## YOUR INSTRUCTIONS:
Out of the entries that follow, copy each line containing "hidden".

## MATERIAL PROVIDED:
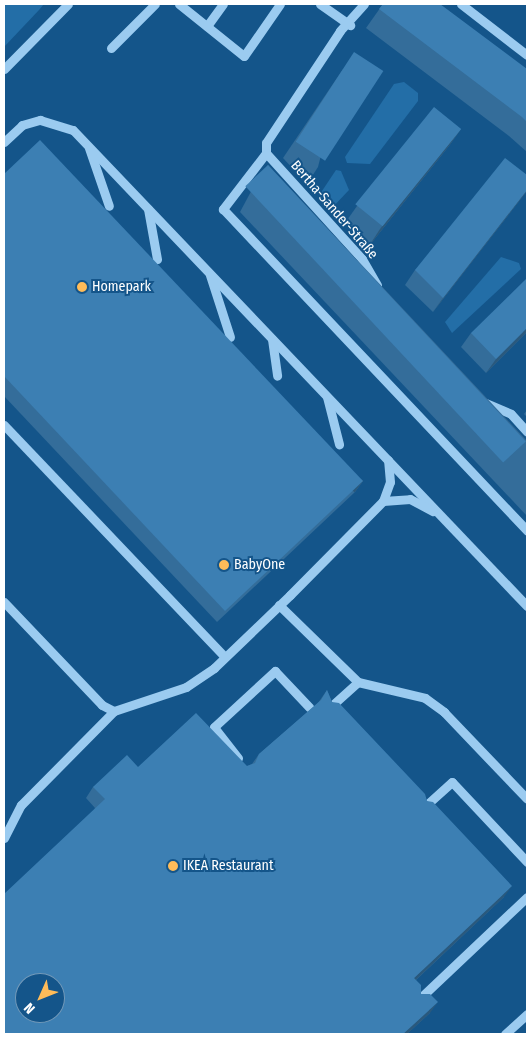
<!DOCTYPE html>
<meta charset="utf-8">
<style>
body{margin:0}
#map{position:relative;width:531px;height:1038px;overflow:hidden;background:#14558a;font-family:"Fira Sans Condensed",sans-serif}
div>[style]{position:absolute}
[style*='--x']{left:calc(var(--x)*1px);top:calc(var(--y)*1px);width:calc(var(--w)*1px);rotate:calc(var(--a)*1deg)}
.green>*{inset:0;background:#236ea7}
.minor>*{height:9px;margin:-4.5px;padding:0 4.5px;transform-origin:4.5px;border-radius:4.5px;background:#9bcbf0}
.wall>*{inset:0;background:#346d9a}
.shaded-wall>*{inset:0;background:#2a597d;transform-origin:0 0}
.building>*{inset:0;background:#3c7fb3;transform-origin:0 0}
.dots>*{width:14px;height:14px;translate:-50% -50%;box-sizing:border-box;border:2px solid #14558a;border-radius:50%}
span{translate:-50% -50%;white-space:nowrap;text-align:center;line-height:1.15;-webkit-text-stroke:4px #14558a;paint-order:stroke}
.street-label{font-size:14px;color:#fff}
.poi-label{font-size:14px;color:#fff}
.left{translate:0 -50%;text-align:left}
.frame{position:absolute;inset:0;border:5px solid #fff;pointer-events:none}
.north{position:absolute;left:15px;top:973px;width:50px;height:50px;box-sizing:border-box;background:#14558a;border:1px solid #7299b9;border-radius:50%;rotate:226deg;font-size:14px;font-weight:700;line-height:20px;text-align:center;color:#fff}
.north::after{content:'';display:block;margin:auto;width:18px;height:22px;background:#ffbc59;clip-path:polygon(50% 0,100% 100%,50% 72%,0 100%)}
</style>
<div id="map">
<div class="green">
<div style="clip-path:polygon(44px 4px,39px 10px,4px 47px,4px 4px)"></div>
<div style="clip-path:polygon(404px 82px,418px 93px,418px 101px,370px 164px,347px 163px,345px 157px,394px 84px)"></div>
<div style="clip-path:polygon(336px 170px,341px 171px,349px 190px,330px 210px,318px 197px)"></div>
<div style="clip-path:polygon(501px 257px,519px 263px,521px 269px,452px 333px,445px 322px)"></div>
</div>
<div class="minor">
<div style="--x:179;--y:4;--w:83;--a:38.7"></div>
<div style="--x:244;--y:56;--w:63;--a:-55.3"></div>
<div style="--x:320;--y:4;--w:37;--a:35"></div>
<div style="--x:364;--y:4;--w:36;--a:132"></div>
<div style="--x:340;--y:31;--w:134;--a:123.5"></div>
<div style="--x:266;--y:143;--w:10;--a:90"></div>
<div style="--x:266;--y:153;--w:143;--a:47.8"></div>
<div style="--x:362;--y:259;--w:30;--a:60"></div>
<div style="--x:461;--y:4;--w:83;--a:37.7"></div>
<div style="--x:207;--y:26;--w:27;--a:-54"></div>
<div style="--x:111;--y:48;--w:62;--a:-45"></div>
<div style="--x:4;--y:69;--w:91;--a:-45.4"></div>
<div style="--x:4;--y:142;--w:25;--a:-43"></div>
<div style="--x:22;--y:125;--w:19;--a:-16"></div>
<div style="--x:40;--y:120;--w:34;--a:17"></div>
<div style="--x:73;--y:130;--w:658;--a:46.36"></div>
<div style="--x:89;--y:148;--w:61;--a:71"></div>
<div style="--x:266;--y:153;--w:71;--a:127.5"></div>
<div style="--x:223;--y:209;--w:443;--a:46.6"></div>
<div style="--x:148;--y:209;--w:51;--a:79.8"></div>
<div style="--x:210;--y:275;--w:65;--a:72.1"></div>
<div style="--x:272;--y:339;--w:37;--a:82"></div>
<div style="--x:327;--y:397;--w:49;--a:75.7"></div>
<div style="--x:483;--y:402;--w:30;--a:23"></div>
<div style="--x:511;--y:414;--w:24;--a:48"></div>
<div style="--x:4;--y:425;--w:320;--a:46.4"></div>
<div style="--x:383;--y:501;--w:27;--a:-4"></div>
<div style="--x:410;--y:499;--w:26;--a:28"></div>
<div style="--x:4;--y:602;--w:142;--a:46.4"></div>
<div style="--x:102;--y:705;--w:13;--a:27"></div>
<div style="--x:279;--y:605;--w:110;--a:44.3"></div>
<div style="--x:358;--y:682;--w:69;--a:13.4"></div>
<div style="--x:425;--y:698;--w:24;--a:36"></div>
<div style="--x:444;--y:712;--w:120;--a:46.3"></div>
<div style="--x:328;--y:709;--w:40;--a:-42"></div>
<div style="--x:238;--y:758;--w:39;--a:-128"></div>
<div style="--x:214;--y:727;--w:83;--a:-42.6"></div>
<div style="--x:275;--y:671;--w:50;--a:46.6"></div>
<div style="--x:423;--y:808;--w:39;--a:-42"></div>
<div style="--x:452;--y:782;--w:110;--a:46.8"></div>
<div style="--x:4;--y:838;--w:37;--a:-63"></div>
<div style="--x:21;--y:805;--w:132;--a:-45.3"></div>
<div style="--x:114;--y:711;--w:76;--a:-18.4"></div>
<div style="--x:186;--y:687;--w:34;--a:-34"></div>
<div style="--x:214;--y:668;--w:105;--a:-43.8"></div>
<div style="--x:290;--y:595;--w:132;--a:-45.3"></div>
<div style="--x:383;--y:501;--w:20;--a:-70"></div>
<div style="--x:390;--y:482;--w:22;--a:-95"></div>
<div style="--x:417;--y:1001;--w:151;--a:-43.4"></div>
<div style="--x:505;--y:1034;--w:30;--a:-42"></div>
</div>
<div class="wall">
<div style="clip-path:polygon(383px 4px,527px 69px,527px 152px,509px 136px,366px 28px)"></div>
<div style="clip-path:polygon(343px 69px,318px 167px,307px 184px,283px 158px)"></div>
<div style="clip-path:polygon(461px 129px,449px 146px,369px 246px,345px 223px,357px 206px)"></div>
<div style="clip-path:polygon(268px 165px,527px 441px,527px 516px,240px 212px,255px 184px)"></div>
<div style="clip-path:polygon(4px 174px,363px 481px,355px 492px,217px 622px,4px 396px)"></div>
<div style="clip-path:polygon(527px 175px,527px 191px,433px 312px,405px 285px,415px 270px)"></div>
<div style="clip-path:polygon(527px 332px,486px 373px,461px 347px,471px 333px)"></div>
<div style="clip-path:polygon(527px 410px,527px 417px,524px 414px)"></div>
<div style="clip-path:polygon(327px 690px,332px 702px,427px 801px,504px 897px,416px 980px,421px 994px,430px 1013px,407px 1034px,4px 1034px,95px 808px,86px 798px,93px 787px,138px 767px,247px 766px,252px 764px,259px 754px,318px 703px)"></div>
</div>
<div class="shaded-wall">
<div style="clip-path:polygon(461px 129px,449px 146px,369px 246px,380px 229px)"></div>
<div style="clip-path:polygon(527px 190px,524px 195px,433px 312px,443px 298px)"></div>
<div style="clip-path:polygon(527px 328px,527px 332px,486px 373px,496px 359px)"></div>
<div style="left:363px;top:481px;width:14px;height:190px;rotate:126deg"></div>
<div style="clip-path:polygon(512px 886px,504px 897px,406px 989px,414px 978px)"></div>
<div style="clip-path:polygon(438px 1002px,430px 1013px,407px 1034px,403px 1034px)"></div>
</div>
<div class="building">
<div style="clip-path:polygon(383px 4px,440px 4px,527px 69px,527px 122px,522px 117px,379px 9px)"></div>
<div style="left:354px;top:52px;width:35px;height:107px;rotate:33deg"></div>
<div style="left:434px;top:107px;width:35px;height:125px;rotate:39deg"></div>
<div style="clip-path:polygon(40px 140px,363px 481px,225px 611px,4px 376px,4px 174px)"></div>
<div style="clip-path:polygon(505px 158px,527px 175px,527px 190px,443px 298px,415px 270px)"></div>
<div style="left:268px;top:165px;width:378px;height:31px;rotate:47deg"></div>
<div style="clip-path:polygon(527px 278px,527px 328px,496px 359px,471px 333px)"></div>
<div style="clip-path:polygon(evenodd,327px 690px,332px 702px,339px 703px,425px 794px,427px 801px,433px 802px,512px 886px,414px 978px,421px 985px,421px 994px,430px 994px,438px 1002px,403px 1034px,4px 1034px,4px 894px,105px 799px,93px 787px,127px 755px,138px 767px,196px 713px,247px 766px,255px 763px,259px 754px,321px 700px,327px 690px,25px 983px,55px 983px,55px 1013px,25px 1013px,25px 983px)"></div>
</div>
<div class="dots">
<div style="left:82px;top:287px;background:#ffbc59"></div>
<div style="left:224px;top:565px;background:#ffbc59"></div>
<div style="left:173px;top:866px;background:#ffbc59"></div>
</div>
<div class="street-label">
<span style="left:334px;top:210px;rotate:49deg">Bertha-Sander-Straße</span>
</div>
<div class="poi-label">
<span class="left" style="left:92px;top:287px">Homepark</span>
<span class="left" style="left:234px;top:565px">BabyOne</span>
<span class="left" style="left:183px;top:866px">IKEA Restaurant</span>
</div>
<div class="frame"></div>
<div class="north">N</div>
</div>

* * *

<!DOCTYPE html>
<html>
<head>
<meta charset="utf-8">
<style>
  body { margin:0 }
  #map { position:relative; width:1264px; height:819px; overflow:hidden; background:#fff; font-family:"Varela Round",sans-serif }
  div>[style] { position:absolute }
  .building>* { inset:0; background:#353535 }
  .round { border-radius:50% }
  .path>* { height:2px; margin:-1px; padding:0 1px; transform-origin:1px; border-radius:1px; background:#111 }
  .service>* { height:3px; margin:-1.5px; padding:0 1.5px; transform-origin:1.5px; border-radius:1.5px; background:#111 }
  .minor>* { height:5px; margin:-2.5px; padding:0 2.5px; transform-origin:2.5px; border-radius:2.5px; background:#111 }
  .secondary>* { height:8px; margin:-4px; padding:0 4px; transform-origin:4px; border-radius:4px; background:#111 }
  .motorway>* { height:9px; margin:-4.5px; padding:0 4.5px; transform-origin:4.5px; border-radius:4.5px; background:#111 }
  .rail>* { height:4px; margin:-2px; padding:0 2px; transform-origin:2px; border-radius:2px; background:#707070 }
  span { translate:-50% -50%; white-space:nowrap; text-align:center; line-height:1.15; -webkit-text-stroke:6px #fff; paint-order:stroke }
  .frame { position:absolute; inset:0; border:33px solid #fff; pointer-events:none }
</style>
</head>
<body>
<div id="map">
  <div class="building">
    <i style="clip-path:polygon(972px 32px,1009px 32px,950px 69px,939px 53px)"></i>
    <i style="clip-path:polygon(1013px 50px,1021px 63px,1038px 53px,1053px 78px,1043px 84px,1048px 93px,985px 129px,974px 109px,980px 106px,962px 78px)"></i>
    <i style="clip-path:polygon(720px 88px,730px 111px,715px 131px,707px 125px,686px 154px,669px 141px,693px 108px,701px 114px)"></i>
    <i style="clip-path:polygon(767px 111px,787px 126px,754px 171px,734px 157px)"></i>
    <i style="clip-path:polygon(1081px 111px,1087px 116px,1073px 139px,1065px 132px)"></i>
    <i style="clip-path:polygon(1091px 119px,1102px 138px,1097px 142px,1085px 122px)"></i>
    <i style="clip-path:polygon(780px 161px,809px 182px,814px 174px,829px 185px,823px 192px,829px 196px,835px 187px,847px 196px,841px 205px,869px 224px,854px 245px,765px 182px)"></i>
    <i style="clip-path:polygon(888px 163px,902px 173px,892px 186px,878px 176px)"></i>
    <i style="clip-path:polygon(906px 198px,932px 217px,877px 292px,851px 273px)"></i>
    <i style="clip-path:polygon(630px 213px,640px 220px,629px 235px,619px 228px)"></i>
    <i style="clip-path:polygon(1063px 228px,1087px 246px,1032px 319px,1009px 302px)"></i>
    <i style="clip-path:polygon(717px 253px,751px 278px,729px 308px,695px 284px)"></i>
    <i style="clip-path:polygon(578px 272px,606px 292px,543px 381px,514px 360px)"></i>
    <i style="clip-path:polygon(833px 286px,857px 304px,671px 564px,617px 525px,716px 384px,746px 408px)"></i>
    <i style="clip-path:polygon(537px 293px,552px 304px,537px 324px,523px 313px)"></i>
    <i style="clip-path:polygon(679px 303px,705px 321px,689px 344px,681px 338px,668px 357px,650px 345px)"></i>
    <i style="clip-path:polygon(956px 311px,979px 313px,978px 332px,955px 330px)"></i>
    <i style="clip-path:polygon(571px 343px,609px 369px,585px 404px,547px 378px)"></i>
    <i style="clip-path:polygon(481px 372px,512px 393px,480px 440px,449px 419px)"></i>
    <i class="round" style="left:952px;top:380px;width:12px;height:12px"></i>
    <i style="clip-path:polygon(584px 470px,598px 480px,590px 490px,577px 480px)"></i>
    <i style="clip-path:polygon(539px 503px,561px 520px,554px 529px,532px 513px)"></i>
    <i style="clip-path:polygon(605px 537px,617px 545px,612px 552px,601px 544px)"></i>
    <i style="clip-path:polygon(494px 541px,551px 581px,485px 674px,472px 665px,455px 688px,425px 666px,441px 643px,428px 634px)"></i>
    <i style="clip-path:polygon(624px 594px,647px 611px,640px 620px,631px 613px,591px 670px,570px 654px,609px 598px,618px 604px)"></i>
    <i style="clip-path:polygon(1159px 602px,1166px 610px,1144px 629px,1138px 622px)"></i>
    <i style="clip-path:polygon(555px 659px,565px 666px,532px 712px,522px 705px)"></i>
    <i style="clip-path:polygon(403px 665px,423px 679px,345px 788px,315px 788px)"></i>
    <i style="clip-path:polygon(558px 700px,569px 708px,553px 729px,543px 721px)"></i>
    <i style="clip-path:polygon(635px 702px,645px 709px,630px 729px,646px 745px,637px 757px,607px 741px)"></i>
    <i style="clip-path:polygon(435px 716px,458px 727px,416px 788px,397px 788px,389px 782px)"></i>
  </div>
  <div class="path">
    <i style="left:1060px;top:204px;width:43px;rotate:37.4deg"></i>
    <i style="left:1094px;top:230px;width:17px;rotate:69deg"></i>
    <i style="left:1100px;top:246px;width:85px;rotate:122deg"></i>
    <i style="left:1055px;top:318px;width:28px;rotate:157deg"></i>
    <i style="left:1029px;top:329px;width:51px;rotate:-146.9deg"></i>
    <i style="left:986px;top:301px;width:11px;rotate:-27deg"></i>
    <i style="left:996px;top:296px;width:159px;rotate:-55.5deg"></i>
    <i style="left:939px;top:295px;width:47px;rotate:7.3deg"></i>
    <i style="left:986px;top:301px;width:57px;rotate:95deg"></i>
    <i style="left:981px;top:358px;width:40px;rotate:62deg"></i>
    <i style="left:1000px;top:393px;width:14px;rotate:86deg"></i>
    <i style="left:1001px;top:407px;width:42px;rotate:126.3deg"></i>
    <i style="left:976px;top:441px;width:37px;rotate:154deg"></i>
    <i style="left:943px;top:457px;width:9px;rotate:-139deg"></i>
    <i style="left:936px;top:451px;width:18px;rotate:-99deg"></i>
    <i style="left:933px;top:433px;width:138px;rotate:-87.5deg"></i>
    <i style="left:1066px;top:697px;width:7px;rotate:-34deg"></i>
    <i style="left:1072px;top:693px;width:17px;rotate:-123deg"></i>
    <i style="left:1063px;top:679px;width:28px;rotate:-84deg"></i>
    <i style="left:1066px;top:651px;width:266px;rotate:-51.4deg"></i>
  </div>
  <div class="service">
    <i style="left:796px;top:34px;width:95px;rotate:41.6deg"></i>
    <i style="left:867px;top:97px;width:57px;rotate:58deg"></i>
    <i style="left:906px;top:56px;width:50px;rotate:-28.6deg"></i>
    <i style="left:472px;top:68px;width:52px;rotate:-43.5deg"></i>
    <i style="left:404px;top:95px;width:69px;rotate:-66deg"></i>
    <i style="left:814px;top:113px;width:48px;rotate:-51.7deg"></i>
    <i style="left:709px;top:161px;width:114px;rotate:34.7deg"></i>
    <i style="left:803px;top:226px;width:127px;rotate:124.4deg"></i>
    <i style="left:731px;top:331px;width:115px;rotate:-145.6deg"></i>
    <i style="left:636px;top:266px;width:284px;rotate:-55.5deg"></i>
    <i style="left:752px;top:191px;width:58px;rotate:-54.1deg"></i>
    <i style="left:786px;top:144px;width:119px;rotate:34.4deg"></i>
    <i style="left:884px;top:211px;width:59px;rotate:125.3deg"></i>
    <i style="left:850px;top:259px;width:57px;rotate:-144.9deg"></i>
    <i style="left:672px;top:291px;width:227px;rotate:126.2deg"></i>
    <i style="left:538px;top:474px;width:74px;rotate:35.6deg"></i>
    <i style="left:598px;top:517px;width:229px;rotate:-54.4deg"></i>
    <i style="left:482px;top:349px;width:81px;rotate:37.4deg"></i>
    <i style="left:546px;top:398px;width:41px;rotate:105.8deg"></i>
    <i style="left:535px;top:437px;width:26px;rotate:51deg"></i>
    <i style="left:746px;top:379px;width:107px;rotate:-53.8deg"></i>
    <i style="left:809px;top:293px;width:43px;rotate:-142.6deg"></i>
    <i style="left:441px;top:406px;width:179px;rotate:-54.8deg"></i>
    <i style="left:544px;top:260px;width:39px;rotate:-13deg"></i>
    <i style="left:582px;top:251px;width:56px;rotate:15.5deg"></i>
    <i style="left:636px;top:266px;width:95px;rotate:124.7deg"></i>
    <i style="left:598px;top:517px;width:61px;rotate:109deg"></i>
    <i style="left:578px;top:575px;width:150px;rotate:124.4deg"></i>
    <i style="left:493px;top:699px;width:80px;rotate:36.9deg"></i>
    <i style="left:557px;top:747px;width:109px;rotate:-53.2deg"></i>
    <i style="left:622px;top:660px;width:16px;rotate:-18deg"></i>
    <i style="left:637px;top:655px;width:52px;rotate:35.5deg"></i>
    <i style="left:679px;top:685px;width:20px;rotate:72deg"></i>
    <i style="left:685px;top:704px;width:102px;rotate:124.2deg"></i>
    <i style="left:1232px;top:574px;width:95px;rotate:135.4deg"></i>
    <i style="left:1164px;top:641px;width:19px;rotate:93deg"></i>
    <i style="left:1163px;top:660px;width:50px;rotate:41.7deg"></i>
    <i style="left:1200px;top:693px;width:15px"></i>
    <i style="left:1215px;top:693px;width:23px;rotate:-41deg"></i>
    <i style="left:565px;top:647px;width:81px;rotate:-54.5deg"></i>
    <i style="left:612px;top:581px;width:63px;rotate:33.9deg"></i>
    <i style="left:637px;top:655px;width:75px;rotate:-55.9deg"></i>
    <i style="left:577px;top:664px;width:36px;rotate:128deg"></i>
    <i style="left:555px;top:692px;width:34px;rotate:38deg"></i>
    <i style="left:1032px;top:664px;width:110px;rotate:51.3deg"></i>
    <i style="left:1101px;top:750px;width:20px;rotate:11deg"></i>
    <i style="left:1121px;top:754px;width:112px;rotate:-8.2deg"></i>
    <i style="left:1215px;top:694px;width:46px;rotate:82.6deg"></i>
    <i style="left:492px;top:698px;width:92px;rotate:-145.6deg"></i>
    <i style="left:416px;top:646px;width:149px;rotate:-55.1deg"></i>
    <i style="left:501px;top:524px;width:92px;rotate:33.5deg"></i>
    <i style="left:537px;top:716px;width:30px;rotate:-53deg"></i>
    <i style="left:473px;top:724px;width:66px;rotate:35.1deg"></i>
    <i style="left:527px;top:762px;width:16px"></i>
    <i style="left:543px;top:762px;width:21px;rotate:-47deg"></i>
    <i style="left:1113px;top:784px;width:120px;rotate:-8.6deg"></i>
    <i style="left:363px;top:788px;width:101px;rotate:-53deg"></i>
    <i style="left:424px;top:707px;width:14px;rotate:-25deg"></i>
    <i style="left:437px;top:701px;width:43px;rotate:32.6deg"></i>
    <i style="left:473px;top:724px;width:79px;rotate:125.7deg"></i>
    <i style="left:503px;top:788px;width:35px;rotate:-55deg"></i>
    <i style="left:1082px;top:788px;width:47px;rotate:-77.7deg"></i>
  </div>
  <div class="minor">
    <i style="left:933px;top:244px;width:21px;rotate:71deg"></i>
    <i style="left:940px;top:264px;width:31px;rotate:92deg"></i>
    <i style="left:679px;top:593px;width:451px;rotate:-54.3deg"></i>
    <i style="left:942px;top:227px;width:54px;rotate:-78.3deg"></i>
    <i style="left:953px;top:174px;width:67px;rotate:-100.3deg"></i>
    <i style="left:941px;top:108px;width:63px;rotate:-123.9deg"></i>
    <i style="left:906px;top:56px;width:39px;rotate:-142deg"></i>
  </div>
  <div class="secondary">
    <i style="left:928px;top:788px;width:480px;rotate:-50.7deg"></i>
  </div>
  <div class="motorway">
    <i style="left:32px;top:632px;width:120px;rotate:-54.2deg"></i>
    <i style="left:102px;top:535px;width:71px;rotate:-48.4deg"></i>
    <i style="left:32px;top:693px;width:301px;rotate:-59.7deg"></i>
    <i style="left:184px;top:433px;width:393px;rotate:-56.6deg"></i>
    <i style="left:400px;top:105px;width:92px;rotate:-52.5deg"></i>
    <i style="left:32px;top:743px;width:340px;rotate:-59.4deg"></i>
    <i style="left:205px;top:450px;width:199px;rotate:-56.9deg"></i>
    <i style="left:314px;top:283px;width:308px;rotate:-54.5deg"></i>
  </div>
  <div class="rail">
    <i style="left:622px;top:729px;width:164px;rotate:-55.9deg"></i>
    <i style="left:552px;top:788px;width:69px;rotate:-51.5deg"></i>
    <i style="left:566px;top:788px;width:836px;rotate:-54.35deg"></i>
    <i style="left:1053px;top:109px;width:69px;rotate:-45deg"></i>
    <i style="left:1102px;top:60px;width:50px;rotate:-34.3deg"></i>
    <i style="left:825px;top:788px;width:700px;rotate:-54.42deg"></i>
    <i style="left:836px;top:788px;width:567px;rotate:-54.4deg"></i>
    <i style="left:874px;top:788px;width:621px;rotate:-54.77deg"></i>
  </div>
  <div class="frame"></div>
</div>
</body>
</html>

## ANSWER BOX:
#map{position:relative;width:531px;height:1038px;overflow:hidden;background:#14558a;font-family:"Fira Sans Condensed",sans-serif}
  #map { position:relative; width:1264px; height:819px; overflow:hidden; background:#fff; font-family:"Varela Round",sans-serif }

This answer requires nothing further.